Reward function examples

For the stop conditions, just write down the time, there is no standard. If the specified stop conditions is met, training will stop, make sure to choose it carefully and spare time for the next model. You can ignore Submit this model to the following race after training completion . Then, click Create model .

Stop conditions and automatically submit to the race

11. Your model will train based on the environment and it will stop when the condition meets.

Training is running
Video of training simulation

Training and Evalution

Training

After the training process is finished, you can see the result by downloading logs or just see from the reward graph.

Training result after the training is finished

For the reward graph explanation, you can see here

Evaluation

Before submit to the real race, you can start evaluation to see if your model is already good or not, so make sure to create the same environment in the evaluation.

My best model evaluation

Telkomsel AI Deep Racer League

My First Model

My first model is not really good, it run really slow, but it still on track, it took 15,736 seconds 😂

Model v1 took 15,736 seconds
12th place of 15 participant

Then, I modified the speed and steering angle. I also added more than 1 speed in the same angle in order the model had range of speed and made it more flexible when there is turn and straight.

Model v14 took 10,051 seconds
Model v14 discrete action space
Also 12th place of 41 participants 😭 (Final leaderboard)

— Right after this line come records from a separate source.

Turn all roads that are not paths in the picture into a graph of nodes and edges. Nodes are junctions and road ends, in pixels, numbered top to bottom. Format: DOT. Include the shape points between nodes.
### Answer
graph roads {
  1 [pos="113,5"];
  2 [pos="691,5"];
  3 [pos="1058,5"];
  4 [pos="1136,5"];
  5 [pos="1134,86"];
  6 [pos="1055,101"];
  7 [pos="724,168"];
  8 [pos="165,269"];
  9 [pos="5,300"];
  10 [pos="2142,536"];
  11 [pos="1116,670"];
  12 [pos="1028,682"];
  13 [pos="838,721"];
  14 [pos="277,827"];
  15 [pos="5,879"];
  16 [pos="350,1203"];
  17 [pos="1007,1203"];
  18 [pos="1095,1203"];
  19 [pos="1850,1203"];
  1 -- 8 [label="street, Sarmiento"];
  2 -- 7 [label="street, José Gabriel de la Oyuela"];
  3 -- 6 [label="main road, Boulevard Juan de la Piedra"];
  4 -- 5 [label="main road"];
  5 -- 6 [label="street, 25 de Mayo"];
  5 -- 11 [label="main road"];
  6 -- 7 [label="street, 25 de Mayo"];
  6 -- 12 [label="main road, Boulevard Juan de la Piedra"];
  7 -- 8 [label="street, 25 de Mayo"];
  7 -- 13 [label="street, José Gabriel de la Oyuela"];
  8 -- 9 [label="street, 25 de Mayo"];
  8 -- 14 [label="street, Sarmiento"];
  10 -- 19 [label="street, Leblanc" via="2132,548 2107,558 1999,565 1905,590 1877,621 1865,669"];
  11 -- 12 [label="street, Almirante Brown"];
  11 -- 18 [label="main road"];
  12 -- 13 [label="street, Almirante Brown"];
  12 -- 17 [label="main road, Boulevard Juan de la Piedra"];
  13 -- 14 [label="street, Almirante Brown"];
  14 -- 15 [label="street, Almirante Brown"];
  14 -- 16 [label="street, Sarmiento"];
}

tip: Never give up when you see the others, you just need to evaluate your model by seeing the record and learn the model of 1st place.

1st place model

As you can see, the car is really fast, it also could make a shap turn smoothly. You can analyze it and implement it to your model.

My total submissions (38)

Since the time is not enough, i just submitted 38 submission with many different versions. And also, to take a note, the evaluation time in your model is not always same result when you submit to the race. So, don’t trust 100% of the evaluation result, when in the race it can be better or even worse. Just like the real race competition, for example: in the F1 competition, the racer get 1st place in qualification time, but when the real race begins, it is not always the same as qualification time, many factors can be happen there.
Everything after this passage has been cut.